Re: Enabling Checksums

From: Heikki Linnakangas <hlinnakangas(at)vmware(dot)com>
To: Simon Riggs <simon(at)2ndQuadrant(dot)com>
Cc: Greg Smith <greg(at)2ndquadrant(dot)com>, Jeff Davis <pgsql(at)j-davis(dot)com>, PostgreSQL-development <pgsql-hackers(at)postgresql(dot)org>
Subject: Re: Enabling Checksums
Date: 2013-03-05 09:35:14
Message-ID: 5135BC52.3020609@vmware.com
Views: Raw Message | Whole Thread | Download mbox | Resend email
Thread:
Lists: pgsql-hackers

On 04.03.2013 09:11, Simon Riggs wrote:
> On 3 March 2013 18:24, Greg Smith<greg(at)2ndquadrant(dot)com> wrote:
>
>> The 16-bit checksum feature seems functional, with two sources of overhead.
>> There's some CPU time burned to compute checksums when pages enter the
>> system. And there's extra overhead for WAL logging hint bits. I'll
>> quantify both of those better in another message.
>
> It's crunch time. Do you and Jeff believe this patch should be
> committed to Postgres core?
>
> Are there objectors?

In addition to my hostility towards this patch in general, there are
some specifics in the patch I'd like to raise (read out in a grumpy voice):

If you enable checksums, the free space map never gets updated in a
standby. It will slowly drift to be completely out of sync with reality,
which could lead to significant slowdown and bloat after failover.
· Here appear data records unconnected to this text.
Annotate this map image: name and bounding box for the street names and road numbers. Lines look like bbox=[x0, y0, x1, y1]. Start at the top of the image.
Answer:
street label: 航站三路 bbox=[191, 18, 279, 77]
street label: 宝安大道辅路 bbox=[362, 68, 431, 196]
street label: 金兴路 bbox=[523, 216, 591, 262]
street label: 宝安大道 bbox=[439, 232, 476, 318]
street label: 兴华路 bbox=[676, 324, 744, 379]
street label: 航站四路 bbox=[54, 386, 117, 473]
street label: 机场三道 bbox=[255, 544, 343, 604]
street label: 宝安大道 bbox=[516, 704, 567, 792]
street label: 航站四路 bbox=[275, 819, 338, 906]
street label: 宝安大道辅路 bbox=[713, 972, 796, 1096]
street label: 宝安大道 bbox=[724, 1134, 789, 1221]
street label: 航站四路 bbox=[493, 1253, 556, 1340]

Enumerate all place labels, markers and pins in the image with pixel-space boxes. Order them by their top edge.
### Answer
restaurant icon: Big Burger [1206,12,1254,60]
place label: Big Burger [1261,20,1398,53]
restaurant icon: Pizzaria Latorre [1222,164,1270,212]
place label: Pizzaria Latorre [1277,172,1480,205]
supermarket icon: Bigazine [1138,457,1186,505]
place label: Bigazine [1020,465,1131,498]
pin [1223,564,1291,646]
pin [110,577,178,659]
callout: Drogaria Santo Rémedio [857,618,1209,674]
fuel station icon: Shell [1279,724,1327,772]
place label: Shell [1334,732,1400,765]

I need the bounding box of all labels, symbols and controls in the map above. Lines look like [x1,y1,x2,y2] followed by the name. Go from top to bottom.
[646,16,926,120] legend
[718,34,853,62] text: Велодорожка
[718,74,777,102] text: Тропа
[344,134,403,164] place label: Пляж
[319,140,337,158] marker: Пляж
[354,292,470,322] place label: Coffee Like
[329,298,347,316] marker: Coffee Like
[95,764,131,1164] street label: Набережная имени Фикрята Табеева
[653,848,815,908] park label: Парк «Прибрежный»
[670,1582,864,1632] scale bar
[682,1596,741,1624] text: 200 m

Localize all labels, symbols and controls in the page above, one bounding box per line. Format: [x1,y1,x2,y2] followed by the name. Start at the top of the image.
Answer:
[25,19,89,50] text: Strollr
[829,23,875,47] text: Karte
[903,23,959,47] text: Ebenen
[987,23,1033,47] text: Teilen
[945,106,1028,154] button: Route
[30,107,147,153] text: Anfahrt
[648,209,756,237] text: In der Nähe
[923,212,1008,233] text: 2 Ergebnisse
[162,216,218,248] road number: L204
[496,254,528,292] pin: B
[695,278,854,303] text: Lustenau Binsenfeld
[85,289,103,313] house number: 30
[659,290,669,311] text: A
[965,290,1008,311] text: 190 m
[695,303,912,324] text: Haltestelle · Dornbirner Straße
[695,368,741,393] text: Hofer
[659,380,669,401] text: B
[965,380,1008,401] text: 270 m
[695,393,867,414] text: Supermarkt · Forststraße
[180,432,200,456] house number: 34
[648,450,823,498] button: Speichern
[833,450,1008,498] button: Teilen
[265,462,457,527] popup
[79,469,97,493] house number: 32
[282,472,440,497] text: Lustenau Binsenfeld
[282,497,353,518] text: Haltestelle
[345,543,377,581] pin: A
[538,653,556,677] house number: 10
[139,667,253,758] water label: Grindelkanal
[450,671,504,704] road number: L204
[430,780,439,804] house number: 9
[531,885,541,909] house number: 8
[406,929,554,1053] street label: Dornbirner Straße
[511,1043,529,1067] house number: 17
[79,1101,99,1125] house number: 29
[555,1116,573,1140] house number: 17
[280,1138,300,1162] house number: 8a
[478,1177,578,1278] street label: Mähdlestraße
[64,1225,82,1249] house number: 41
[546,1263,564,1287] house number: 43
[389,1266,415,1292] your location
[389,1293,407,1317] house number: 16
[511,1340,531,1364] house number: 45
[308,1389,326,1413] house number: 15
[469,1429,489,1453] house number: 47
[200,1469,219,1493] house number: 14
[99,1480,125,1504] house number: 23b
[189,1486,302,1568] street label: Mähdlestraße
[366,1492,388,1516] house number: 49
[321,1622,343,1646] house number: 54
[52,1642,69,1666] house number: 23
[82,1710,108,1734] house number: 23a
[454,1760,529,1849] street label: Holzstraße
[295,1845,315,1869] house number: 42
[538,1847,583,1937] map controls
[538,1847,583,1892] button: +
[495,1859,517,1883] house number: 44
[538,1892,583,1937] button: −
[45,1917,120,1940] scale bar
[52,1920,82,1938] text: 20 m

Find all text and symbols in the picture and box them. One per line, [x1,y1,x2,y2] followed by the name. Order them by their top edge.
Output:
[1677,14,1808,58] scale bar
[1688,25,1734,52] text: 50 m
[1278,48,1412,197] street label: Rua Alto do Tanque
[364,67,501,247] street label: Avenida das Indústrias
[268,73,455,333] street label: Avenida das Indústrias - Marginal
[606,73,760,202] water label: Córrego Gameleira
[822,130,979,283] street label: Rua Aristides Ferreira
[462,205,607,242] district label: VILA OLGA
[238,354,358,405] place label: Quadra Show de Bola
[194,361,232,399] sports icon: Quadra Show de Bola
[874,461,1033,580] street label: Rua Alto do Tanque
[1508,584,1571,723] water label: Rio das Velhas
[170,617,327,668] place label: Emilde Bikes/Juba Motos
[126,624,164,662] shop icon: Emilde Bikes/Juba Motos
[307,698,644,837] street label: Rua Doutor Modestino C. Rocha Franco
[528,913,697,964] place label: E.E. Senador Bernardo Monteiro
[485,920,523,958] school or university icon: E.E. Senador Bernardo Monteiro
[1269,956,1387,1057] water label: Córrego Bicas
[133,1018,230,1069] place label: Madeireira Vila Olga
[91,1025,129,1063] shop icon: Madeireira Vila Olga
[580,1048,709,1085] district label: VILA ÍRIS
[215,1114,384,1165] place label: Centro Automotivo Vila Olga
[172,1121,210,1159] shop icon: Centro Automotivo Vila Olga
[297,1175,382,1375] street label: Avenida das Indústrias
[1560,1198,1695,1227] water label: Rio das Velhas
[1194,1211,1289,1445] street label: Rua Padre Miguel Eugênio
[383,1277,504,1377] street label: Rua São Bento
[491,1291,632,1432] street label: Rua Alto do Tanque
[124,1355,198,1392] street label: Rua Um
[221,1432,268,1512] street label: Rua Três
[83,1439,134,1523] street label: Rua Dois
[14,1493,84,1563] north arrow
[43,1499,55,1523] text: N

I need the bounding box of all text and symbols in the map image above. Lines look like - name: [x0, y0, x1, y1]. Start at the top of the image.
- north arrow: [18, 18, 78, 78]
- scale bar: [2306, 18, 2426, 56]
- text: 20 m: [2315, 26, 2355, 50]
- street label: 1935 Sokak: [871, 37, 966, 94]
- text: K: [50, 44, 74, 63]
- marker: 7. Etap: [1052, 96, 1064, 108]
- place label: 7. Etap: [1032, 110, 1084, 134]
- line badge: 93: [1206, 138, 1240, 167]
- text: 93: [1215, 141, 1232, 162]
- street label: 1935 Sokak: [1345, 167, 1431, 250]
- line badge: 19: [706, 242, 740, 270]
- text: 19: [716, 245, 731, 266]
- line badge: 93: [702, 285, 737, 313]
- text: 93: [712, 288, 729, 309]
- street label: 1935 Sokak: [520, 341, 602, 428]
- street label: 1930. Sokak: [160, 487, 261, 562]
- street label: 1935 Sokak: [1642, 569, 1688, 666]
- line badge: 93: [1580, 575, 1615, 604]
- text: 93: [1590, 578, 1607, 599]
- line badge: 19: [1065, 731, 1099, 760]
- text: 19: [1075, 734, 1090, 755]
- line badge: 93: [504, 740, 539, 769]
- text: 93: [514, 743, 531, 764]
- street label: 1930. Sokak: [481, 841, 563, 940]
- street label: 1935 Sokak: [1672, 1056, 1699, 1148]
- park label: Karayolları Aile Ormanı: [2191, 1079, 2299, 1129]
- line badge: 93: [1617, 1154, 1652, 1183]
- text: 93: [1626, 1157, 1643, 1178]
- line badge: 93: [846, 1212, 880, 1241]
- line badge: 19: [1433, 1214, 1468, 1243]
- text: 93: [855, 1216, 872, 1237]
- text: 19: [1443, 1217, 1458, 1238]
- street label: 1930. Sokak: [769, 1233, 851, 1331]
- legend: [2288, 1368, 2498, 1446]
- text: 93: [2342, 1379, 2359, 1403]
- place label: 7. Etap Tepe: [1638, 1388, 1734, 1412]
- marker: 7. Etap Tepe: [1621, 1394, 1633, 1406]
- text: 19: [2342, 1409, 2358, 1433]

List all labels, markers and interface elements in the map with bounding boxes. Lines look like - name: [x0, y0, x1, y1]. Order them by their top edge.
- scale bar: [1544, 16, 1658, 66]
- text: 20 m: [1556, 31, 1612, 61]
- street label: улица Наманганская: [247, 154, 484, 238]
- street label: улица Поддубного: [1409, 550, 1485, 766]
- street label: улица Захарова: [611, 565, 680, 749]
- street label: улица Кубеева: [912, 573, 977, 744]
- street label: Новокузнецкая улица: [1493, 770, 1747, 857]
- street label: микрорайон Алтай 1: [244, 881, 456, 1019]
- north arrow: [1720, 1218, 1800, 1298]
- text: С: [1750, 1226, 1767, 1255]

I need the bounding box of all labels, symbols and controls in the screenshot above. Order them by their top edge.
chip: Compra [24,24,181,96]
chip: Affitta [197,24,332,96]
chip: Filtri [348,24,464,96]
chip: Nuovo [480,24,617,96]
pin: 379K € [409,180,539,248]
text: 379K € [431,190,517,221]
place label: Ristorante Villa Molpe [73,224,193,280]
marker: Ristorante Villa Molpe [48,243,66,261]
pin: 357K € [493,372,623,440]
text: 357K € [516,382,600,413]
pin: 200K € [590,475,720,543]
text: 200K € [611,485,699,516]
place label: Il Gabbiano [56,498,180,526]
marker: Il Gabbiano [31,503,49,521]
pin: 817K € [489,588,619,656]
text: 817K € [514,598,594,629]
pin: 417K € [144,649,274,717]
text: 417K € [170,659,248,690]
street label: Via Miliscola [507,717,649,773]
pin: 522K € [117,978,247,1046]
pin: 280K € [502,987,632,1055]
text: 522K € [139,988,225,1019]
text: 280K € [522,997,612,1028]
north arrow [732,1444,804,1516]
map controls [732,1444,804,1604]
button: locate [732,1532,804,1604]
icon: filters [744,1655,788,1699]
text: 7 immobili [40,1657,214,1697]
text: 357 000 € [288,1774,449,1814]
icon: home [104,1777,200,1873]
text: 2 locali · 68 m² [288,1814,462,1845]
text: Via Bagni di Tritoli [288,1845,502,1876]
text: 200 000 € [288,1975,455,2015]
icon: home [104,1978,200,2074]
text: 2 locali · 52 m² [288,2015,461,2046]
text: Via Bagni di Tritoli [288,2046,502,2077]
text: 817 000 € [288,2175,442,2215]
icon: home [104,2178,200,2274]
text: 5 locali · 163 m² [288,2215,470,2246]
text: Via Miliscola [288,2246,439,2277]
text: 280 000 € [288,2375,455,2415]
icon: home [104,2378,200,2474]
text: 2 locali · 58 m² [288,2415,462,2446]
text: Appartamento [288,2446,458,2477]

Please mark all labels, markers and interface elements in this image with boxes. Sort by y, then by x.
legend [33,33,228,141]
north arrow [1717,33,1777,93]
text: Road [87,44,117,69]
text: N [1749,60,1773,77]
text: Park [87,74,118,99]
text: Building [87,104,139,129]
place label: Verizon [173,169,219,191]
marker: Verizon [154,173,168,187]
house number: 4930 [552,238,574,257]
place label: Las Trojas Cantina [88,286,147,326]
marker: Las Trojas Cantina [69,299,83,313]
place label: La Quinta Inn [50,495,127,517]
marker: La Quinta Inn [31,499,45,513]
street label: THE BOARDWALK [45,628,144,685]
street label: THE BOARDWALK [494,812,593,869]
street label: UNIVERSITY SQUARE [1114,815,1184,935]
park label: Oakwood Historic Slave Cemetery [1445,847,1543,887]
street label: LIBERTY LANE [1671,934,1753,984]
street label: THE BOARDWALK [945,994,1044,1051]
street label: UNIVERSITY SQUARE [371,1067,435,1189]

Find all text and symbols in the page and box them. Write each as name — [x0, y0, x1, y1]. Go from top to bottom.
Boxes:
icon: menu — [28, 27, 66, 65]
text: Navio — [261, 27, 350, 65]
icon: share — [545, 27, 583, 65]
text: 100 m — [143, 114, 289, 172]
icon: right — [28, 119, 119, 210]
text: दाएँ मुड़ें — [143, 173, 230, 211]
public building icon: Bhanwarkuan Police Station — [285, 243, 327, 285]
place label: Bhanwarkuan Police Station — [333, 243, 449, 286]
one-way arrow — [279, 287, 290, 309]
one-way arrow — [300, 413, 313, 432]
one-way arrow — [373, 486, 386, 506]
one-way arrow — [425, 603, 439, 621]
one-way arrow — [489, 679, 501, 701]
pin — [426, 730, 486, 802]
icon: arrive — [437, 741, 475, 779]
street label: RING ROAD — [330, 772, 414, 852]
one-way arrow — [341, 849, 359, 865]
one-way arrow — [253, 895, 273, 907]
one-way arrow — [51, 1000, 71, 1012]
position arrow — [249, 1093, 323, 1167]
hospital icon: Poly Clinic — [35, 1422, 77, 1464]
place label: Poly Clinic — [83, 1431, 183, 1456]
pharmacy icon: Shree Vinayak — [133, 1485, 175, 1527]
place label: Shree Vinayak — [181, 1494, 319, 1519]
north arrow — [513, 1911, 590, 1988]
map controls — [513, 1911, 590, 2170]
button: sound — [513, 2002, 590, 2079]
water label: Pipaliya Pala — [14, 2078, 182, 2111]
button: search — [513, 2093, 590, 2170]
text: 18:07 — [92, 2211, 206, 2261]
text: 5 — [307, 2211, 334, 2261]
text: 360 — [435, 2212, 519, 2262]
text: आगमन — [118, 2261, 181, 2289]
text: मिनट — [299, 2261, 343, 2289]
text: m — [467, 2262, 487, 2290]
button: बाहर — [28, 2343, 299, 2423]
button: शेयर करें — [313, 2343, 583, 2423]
Since the checksums are an all-or-nothing cluster-wide setting, the
three extra flags in the page header, PD_CHECKSUMS1, PD_CHECKSUM2 and
PD_HEADERCHECK, are not needed. Let's leave them out. That keeps the
code simpler, and leaves the bits free for future use. If we want to
enable such per-page setting in the future, we can add it later. For a
per-relation scheme, they're not needed.

> + * The checksum algorithm is a modified Fletcher 64-bit (which is
> + * order-sensitive). The modification is because, at the end, we have two
> + * 64-bit sums, but we only have room for a 16-bit checksum. So, instead of
> + * using a modulus of 2^32 - 1, we use 2^8 - 1; making it also resemble a
> + * Fletcher 16-bit. We don't use Fletcher 16-bit directly, because processing
> + * single bytes at a time is slower.

How does the error detection rate of this compare with e.g CRC-16? Is
there any ill effect from truncating the Fletcher sums like this?

> + /*
> + * Store the sums as bytes in the checksum. We add one to shift the range
> + * from 0..255 to 1..256, to make zero invalid for checksum bytes (which
> + * seems wise).
> + */
> + p8Checksum[0] = (sum1 % 255) + 1;
> + p8Checksum[1] = (sum2 % 255) + 1;

That's a bit odd. We don't avoid zero in the WAL crc, and I don't recall
seeing that in other checksum implementations either. 16-bits is not
very wide for a checksum, and this eats about 1% of the space of valid
values.

I can see that it might be a handy debugging aid to avoid 0. But there's
probably no need to avoid 0 in both bytes, it seems enough to avoid a
completely zero return value.

XLogCheckBuffer() and XLogCheckBufferNeedsBackup() read the page LSN
without a lock. That's not atomic, so it could incorrectly determine
that a page doesn't need to be backed up. We used to always hold an
exclusive lock on the buffer when it's called, which prevents
modifications to the LSN, but that's no longer the case.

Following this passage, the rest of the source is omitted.